#### REQUIRED WORK
Copy out each line of the data that includes the string "Garner".

═══ RECORD SET ═══

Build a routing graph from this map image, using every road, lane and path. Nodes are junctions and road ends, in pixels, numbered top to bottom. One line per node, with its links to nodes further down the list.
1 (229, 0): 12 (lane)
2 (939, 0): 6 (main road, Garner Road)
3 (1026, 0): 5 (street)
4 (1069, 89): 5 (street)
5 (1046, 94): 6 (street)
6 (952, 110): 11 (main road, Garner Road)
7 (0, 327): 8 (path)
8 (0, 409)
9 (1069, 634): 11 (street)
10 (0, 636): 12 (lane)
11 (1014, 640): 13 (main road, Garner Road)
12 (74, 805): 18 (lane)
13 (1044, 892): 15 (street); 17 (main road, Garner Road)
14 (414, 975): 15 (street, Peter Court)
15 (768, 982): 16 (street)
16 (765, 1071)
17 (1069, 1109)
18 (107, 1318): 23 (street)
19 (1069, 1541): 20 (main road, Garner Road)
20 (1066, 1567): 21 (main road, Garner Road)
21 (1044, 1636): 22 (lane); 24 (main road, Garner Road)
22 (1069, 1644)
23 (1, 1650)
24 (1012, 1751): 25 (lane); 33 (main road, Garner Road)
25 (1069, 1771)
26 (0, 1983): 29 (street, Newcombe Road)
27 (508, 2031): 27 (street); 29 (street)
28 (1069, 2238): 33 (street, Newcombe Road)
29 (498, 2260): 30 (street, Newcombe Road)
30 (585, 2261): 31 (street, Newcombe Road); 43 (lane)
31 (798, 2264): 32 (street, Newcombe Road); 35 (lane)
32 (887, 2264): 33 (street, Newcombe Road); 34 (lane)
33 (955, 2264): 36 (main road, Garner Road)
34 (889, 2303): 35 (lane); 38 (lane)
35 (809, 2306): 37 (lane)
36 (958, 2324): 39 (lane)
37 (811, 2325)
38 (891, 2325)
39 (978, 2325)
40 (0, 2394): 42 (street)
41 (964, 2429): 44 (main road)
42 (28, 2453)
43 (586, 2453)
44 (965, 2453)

═══

#### ANSWER SECTION
2 (939, 0): 6 (main road, Garner Road)
6 (952, 110): 11 (main road, Garner Road)
11 (1014, 640): 13 (main road, Garner Road)
13 (1044, 892): 15 (street); 17 (main road, Garner Road)
19 (1069, 1541): 20 (main road, Garner Road)
20 (1066, 1567): 21 (main road, Garner Road)
21 (1044, 1636): 22 (lane); 24 (main road, Garner Road)
24 (1012, 1751): 25 (lane); 33 (main road, Garner Road)
33 (955, 2264): 36 (main road, Garner Road)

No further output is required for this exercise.